La batterie de 17,9 kWh permet d’annoncer plus de 90 km d’autonomie en cycle mixte et plus de 100 km en ville. Des chiffres ambitieux, mais désormais attendus sur le segment, où le Toyota RAV4 PHEV et le Hyundai Tucson hybride rechargeable placent la barre assez haut. L’intérêt est ailleurs : permettre à de nombreux utilisateurs de rouler quasi exclusivement en électrique au quotidien, sans renoncer à la polyvalence sur longs trajets, avec près de 1 000 km d’autonomie cumulée.

Un ADN Jeep toujours bien présent
Contrairement à certains SUV hybrides rechargeables qui gomment toute velléité d’aventure, le Compass PHEV conserve les fondamentaux de la marque. Le système Selec-Terrain reste de la partie, avec des modes dédiés aux surfaces difficiles, et même un mode électrique spécifique pour les évolutions à faible adhérence. Ce n’est pas un Wrangler, mais sur un chemin boueux ou enneigé, il gardera un net avantage face à un SUV compact plus urbain.

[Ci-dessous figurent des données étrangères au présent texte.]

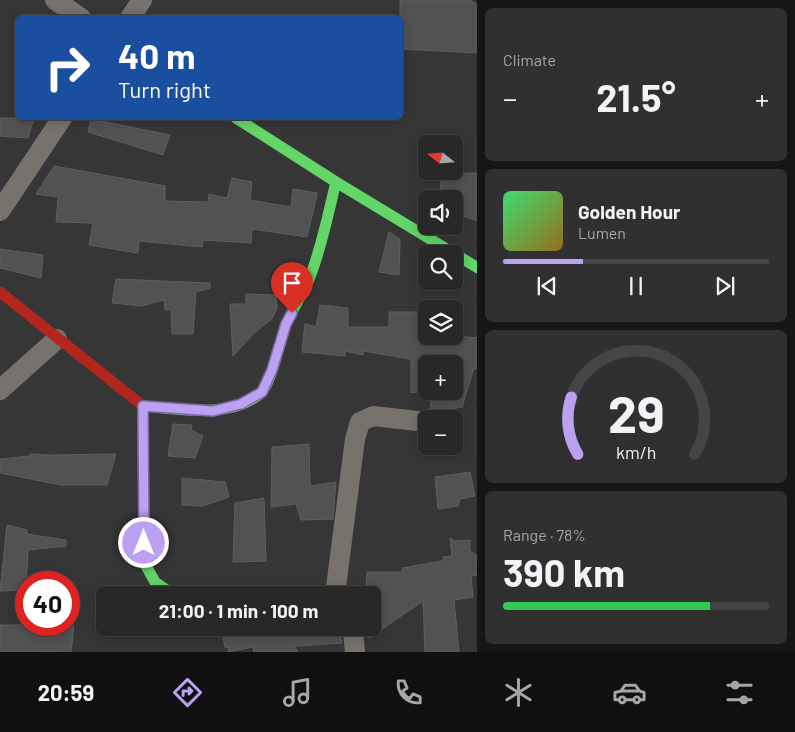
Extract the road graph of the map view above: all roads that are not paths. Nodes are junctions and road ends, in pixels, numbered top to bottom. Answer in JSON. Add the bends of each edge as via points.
{"nodes":[{"id":1,"x":55,"y":0,"type":"edge"},
{"id":2,"x":142,"y":0,"type":"edge"},
{"id":3,"x":77,"y":15,"type":"edge"},
{"id":4,"x":132,"y":15,"type":"edge"},
{"id":5,"x":61,"y":120,"type":"edge"},
{"id":6,"x":239,"y":120,"type":"edge"},
{"id":7,"x":336,"y":182,"type":"junction"},
{"id":8,"x":0,"y":211,"type":"edge"},
{"id":9,"x":477,"y":267,"type":"edge"},
{"id":10,"x":0,"y":292,"type":"edge"},
{"id":11,"x":57,"y":339,"type":"junction"},
{"id":12,"x":0,"y":390,"type":"edge"},
{"id":13,"x":143,"y":406,"type":"junction"},
{"id":14,"x":418,"y":421,"type":"edge"},
{"id":15,"x":159,"y":586,"type":"edge"},
{"id":16,"x":336,"y":586,"type":"edge"},
{"id":17,"x":353,"y":636,"type":"edge"},
{"id":18,"x":355,"y":652,"type":"edge"}],
"edges":[{"from":1,"to":3,"type":"street"},
{"from":2,"to":4,"type":"street"},
{"from":5,"to":8,"type":"street"},
{"from":6,"to":7,"type":"street"},
{"from":7,"to":9,"type":"street"},
{"from":7,"to":13,"type":"street","via":[[320,249],[309,280],[286,324],[262,392],[241,404],[213,411]]},
{"from":10,"to":11,"type":"street"},
{"from":11,"to":12,"type":"street"},
{"from":11,"to":13,"type":"street"},
{"from":13,"to":15,"type":"street","via":[[144,562],[150,577]]},
{"from":14,"to":16,"type":"street","via":[[374,416],[360,422],[355,439]]},
{"from":17,"to":18,"type":"street"}]}
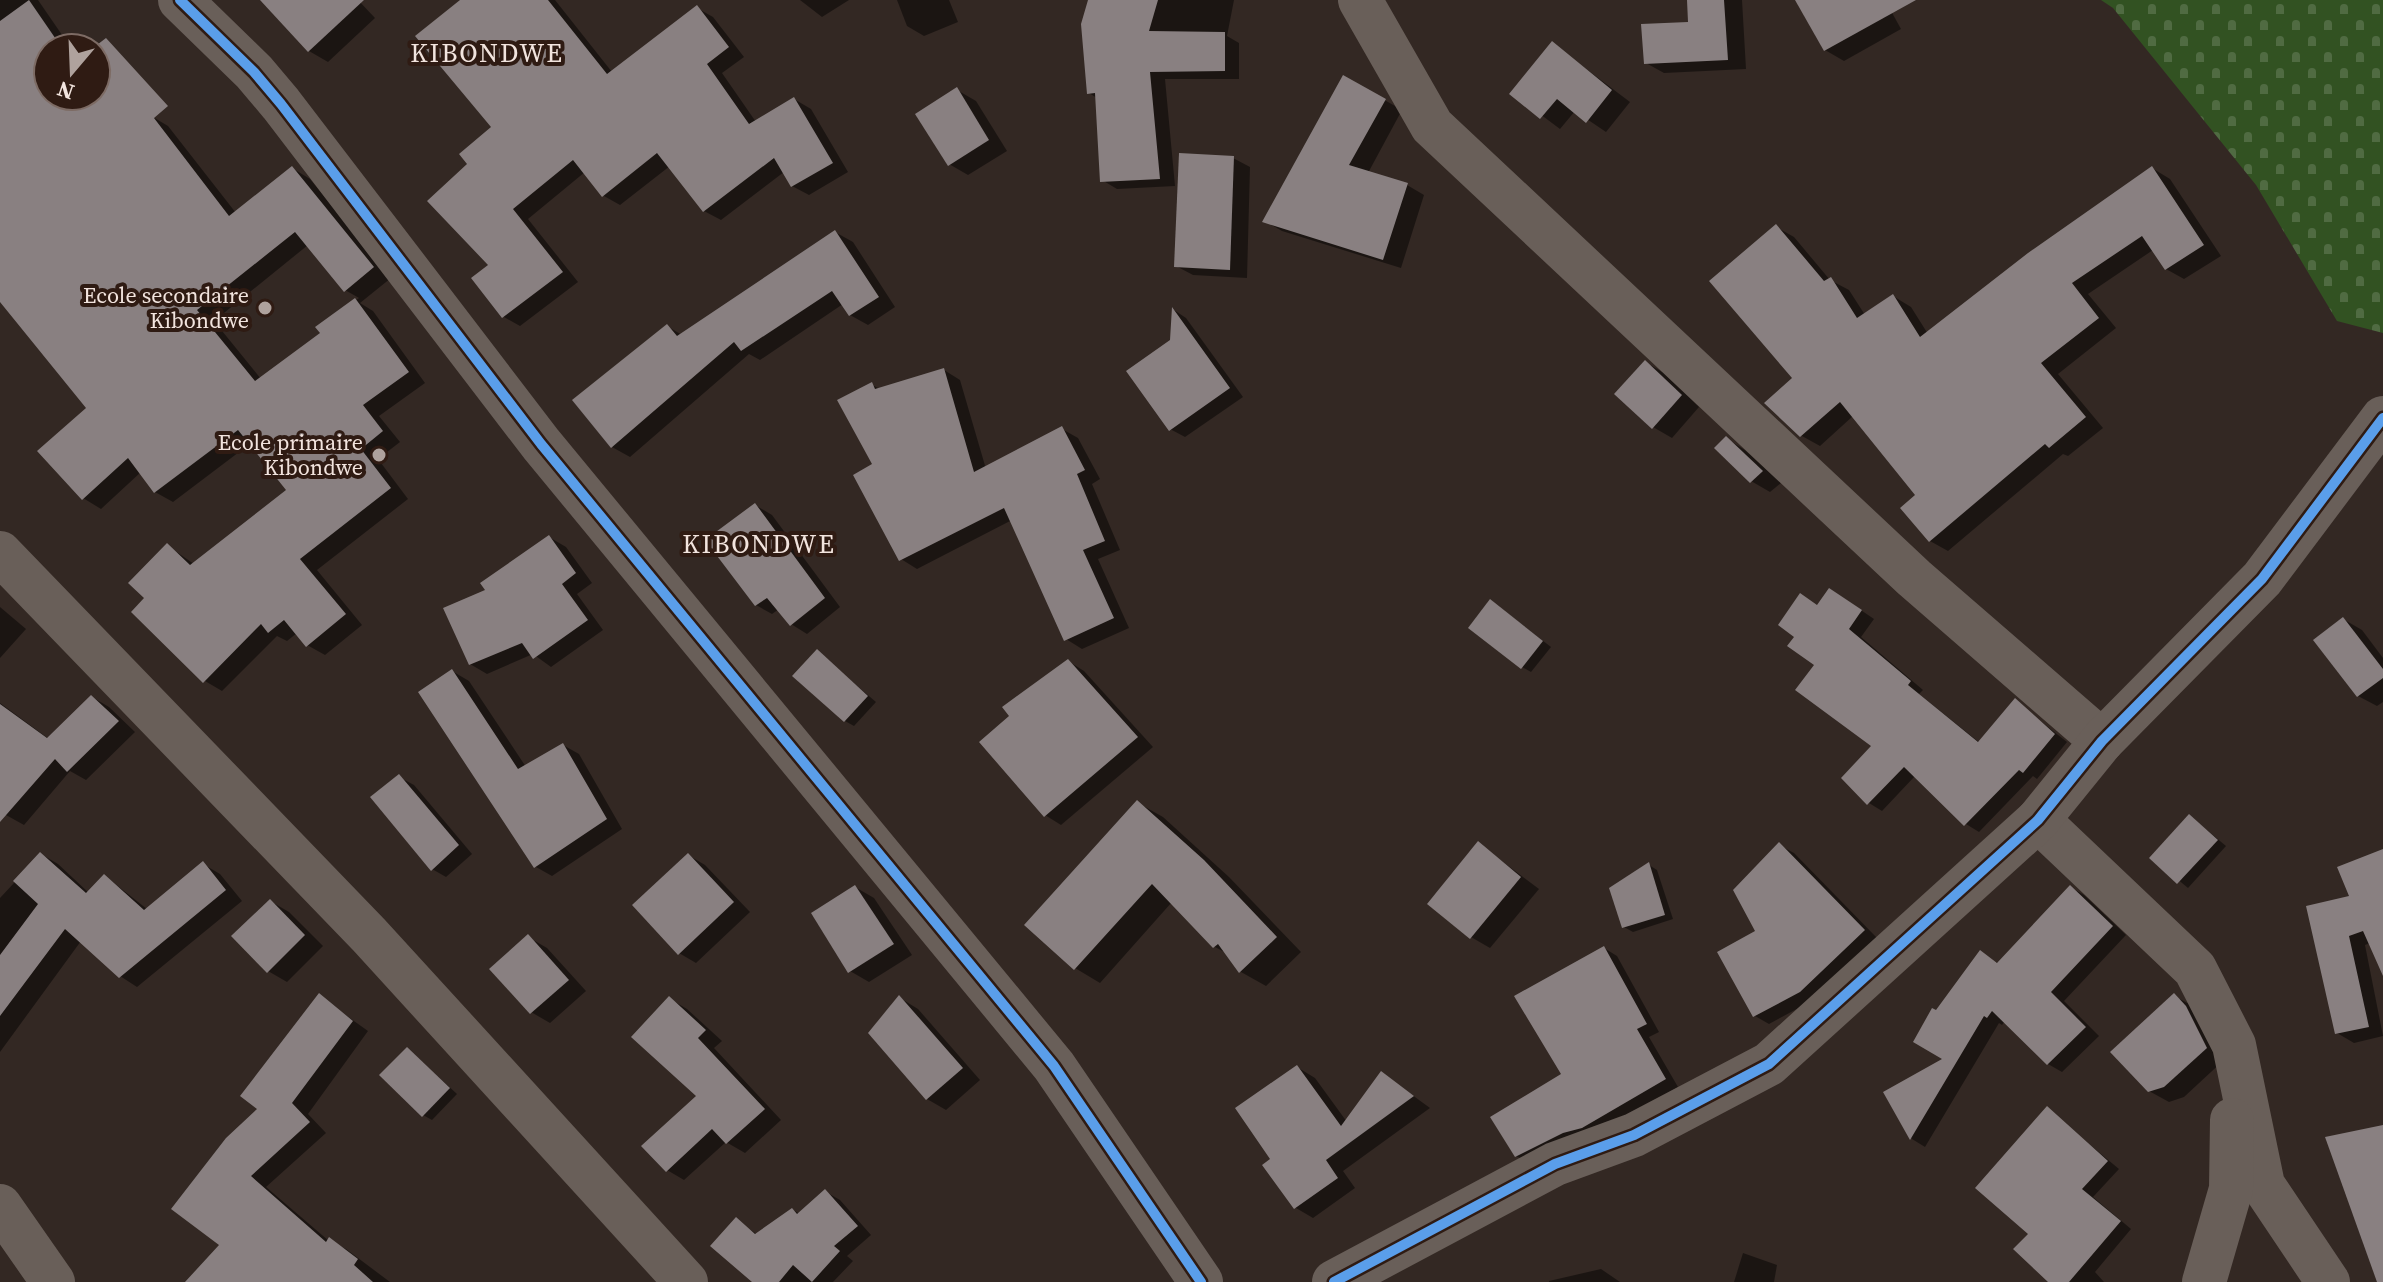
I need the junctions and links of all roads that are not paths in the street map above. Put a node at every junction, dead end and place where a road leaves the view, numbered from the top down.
1 (180, 0) edge
2 (1360, 0) edge
3 (2383, 418) edge
4 (0, 553) edge
5 (2102, 741) junction
6 (2038, 820) junction
7 (2234, 1045) junction
8 (0, 1206) edge
9 (53, 1282) edge
10 (686, 1282) edge
11 (1201, 1282) edge
12 (1334, 1282) edge
13 (2204, 1282) edge
14 (2328, 1282) edge

1 - 11 street
2 - 5 street
3 - 5 street
4 - 10 street
5 - 6 street
6 - 7 street
6 - 12 street
7 - 13 street
7 - 14 street
8 - 9 street

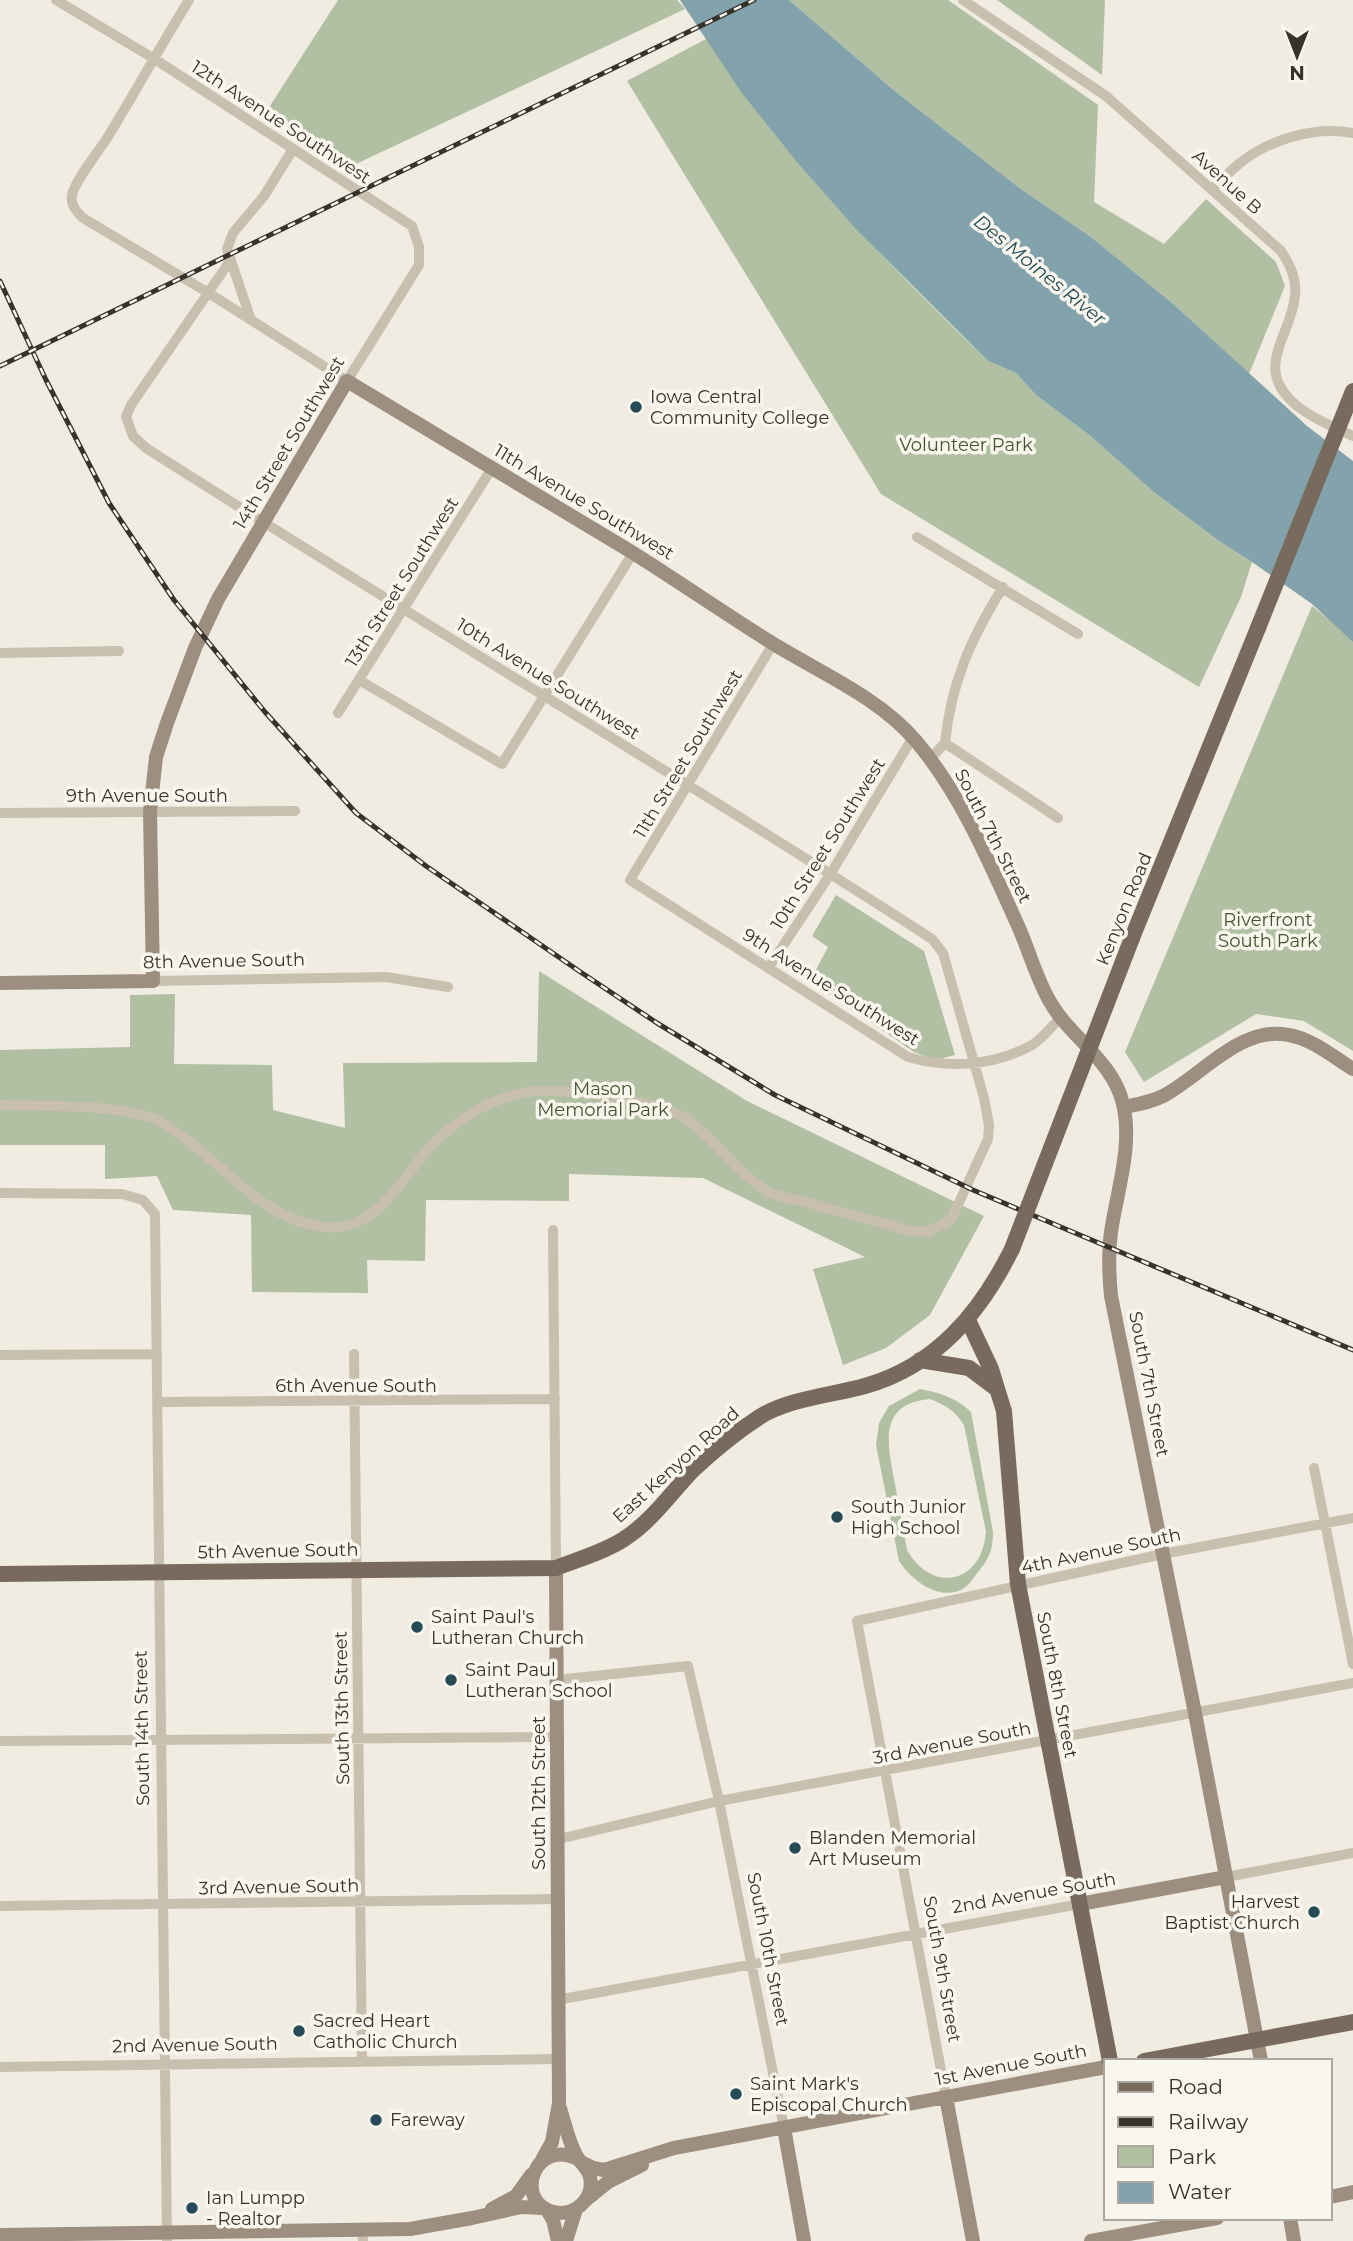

Le volume de coffre de 550 litres montre aussi que l’intégration de la batterie n’a pas trop amputé l’aspect pratique, un point sur lequel certains concurrents sont moins vertueux. Pour une famille ou un usage mixte pro-loisirs, le Compass reste dans la course.
Tarifs et équipements : cohérent mais sans surprise
Affiché à partir de 41 490 euros en ligne, le Compass hybride rechargeable se positionne logiquement au-dessus de l’e-Hybrid 48 V et légèrement en dessous de la version 100 % électrique. Un écart qui traduit bien la stratégie de Jeep : proposer une alternative rationnelle plutôt qu’un choix par défaut.
La finition Altitude inclut déjà un écran central de 16 pouces, des aides à la conduite complètes et des projecteurs LED. La First Edition, à 43 490 euros, joue la carte du look et de la techno avec des jantes de 20 pouces et des phares Matrix LED. À ce niveau de prix, la concurrence est rude, mais le Compass compense par une dotation sérieuse et une image toujours à part.

Le bon compromis, enfin ?
Ce Compass hybride rechargeable n’est ni révolutionnaire ni opportuniste. Il arrive au bon moment, avec une fiche technique solide et une cohérence d’ensemble qui manquait jusque-là à la gamme. Il ne fera pas basculer les anti-hybrides, mais pour ceux qui hésitent entre thermique électrifié et électrique pur, il pourrait bien être la version la plus pertinente du Compass en 2026. Un modèle charnière, sans effet de manche, mais clairement stratégique pour Jeep.